*Stored items*
......
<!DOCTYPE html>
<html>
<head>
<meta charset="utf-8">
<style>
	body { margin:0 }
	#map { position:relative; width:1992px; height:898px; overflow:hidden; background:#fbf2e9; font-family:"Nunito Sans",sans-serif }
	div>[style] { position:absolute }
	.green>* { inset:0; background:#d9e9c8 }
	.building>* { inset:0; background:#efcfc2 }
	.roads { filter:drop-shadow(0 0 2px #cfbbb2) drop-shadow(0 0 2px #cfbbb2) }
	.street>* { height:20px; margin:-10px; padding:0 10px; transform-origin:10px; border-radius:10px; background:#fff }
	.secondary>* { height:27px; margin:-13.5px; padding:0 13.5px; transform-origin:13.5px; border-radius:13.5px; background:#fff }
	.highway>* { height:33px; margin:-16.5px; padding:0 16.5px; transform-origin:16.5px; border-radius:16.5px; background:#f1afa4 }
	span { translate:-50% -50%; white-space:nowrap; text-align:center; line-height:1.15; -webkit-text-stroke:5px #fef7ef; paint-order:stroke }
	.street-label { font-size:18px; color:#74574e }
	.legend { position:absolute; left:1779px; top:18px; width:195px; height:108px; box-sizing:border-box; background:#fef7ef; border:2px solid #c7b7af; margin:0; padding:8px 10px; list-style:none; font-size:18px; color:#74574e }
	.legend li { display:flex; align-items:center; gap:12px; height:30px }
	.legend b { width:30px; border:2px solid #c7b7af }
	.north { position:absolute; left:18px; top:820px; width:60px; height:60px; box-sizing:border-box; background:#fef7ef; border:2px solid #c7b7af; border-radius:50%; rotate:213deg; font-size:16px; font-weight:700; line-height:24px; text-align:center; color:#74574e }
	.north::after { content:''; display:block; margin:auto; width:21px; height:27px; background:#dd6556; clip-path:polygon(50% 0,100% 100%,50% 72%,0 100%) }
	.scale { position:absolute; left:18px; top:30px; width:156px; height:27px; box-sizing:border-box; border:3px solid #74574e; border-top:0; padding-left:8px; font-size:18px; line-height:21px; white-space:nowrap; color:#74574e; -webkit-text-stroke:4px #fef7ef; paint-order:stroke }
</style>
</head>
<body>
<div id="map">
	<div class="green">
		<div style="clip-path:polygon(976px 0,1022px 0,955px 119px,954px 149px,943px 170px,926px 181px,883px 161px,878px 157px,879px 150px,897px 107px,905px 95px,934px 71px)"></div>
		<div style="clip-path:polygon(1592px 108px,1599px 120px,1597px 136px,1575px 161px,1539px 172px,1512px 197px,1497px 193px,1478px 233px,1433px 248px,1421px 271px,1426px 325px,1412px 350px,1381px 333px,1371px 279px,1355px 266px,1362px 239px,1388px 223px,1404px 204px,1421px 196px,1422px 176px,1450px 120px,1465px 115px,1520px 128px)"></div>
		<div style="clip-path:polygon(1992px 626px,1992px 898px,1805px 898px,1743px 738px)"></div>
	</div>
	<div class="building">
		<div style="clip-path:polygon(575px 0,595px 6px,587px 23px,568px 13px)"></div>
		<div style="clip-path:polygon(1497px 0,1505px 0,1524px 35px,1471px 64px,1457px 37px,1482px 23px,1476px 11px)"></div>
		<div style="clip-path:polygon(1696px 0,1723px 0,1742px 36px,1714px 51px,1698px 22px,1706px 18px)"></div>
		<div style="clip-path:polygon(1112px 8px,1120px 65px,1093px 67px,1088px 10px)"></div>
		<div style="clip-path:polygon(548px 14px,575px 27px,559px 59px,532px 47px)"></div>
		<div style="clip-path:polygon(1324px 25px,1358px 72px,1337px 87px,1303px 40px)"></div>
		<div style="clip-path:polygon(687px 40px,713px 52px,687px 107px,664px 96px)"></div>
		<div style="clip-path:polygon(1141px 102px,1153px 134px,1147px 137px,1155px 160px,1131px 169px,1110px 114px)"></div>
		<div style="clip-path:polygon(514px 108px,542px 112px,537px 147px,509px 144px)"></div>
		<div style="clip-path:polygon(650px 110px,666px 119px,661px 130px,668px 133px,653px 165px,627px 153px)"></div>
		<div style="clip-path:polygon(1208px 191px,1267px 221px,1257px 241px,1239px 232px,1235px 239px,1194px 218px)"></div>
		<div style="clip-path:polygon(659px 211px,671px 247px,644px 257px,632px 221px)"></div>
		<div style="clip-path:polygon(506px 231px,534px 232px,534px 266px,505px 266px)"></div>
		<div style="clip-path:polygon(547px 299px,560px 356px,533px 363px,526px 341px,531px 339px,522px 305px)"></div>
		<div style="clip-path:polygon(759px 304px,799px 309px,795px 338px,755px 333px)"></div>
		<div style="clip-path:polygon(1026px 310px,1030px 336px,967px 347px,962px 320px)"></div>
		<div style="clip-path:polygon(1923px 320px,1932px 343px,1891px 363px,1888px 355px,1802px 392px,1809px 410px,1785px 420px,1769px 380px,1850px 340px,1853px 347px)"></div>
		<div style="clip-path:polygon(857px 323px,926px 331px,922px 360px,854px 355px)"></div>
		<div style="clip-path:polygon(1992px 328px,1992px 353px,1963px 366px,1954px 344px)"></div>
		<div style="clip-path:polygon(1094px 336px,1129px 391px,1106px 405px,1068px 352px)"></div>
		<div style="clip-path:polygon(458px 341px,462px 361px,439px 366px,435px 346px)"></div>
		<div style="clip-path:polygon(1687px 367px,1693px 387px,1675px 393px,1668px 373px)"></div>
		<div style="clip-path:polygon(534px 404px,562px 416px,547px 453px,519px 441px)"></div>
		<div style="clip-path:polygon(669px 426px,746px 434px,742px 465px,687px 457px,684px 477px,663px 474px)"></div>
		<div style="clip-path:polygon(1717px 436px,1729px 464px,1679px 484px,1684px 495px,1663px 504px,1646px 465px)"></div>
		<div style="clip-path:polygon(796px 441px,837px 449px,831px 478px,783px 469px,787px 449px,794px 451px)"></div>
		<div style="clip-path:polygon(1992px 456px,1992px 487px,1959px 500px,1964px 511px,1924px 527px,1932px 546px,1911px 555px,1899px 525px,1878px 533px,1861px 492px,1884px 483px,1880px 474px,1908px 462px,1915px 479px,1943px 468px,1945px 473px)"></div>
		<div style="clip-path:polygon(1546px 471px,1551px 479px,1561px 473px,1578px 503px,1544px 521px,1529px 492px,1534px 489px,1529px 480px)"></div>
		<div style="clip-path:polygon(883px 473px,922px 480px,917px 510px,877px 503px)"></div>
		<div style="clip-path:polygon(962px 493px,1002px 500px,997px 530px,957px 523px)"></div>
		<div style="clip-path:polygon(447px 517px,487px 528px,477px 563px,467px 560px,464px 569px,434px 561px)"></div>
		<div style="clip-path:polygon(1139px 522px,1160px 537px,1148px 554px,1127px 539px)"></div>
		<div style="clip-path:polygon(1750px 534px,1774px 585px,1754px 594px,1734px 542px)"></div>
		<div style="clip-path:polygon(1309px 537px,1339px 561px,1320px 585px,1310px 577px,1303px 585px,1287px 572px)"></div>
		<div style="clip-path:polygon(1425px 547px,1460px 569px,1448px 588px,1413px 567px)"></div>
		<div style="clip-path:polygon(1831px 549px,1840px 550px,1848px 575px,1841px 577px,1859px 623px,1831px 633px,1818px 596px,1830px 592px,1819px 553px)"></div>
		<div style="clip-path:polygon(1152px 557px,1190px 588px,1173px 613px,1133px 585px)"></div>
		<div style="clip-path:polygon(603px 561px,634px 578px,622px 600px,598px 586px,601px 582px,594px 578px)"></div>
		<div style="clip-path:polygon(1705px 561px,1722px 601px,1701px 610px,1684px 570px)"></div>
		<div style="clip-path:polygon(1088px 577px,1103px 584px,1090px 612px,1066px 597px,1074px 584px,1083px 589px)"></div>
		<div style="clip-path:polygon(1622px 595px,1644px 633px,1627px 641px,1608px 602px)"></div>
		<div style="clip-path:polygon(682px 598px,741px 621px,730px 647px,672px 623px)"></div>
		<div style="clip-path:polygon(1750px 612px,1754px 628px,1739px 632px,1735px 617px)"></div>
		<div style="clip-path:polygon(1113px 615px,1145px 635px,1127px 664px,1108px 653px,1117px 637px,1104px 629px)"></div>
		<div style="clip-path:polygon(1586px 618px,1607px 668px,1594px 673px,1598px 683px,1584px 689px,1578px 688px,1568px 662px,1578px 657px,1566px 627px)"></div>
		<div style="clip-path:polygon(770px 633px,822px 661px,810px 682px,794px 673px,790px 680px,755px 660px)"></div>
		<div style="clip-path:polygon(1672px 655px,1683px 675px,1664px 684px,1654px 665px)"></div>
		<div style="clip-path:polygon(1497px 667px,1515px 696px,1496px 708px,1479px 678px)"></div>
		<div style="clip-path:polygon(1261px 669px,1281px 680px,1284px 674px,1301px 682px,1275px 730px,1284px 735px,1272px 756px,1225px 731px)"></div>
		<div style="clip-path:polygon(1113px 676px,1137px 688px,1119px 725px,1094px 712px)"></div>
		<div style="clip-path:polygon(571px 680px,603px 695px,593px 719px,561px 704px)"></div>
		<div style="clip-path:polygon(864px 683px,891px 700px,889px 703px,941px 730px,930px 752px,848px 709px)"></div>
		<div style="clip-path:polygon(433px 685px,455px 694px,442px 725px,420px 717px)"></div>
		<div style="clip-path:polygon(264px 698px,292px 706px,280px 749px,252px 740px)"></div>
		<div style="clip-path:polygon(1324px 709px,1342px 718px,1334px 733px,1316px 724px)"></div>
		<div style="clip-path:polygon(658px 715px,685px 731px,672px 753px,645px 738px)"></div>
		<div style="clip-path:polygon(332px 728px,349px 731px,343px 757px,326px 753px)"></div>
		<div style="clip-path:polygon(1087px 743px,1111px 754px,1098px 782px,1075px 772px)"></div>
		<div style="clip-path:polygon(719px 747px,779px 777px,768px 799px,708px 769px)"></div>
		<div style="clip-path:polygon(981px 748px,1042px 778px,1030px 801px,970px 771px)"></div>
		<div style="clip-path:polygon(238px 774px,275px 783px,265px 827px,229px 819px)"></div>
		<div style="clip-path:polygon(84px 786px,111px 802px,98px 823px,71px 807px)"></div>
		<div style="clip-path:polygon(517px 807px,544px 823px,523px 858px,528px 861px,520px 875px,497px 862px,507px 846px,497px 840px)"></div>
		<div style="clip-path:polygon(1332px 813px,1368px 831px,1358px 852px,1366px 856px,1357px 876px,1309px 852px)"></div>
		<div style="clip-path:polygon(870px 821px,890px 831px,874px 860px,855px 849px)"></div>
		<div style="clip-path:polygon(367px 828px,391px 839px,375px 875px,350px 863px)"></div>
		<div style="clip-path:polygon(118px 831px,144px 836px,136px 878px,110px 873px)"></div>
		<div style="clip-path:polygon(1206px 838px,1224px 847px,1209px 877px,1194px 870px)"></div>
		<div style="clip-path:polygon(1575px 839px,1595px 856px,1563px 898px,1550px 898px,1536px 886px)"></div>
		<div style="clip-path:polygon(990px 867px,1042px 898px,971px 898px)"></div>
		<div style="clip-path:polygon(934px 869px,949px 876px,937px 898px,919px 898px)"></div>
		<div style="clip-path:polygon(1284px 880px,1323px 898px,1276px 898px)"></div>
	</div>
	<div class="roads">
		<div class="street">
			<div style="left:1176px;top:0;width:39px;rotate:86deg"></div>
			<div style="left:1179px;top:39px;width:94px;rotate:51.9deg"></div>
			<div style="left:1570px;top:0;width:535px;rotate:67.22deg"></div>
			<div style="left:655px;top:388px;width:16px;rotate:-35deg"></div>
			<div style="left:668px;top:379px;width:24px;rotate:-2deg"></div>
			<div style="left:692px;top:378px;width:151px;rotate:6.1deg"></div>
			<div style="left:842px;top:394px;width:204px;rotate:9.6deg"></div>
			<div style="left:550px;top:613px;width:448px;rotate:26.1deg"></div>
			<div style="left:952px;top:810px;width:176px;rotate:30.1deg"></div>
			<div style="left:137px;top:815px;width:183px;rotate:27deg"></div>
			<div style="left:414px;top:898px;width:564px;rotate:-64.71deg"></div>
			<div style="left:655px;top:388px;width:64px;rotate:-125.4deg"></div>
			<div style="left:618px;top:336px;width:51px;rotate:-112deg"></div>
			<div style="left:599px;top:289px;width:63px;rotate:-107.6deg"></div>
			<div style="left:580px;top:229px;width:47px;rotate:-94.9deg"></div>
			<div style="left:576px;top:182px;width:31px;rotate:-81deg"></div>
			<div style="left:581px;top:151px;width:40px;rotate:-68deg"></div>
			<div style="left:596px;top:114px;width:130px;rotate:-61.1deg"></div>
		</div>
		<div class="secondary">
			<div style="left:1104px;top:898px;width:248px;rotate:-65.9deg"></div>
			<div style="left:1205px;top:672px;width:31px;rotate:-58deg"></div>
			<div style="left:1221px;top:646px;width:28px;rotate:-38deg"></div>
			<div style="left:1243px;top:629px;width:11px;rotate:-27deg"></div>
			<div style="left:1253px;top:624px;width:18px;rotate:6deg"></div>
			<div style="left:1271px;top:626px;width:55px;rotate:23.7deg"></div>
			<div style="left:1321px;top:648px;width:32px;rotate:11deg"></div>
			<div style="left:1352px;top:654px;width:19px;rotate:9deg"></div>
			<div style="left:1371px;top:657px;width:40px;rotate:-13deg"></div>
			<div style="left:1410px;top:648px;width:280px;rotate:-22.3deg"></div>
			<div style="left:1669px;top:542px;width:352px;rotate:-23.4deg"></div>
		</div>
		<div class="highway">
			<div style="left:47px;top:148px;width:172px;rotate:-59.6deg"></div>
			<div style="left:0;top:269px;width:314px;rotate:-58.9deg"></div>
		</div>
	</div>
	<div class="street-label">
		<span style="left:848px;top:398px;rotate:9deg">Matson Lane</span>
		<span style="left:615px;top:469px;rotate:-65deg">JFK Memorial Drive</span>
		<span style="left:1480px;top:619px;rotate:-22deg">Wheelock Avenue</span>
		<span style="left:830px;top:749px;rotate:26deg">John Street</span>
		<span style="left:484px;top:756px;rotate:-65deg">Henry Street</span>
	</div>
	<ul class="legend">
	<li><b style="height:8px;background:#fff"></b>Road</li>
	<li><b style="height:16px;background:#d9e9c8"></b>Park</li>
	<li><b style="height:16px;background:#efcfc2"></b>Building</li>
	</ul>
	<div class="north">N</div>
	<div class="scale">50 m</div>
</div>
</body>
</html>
......
*Your task*
Return, line for line and unchanged, the data from its first line through the line containing "display:flex; align-items:center; gap:12px;".

*Reply to the task*
<!DOCTYPE html>
<html>
<head>
<meta charset="utf-8">
<style>
	body { margin:0 }
	#map { position:relative; width:1992px; height:898px; overflow:hidden; background:#fbf2e9; font-family:"Nunito Sans",sans-serif }
	div>[style] { position:absolute }
	.green>* { inset:0; background:#d9e9c8 }
	.building>* { inset:0; background:#efcfc2 }
	.roads { filter:drop-shadow(0 0 2px #cfbbb2) drop-shadow(0 0 2px #cfbbb2) }
	.street>* { height:20px; margin:-10px; padding:0 10px; transform-origin:10px; border-radius:10px; background:#fff }
	.secondary>* { height:27px; margin:-13.5px; padding:0 13.5px; transform-origin:13.5px; border-radius:13.5px; background:#fff }
	.highway>* { height:33px; margin:-16.5px; padding:0 16.5px; transform-origin:16.5px; border-radius:16.5px; background:#f1afa4 }
	span { translate:-50% -50%; white-space:nowrap; text-align:center; line-height:1.15; -webkit-text-stroke:5px #fef7ef; paint-order:stroke }
	.street-label { font-size:18px; color:#74574e }
	.legend { position:absolute; left:1779px; top:18px; width:195px; height:108px; box-sizing:border-box; background:#fef7ef; border:2px solid #c7b7af; margin:0; padding:8px 10px; list-style:none; font-size:18px; color:#74574e }
	.legend li { display:flex; align-items:center; gap:12px; height:30px }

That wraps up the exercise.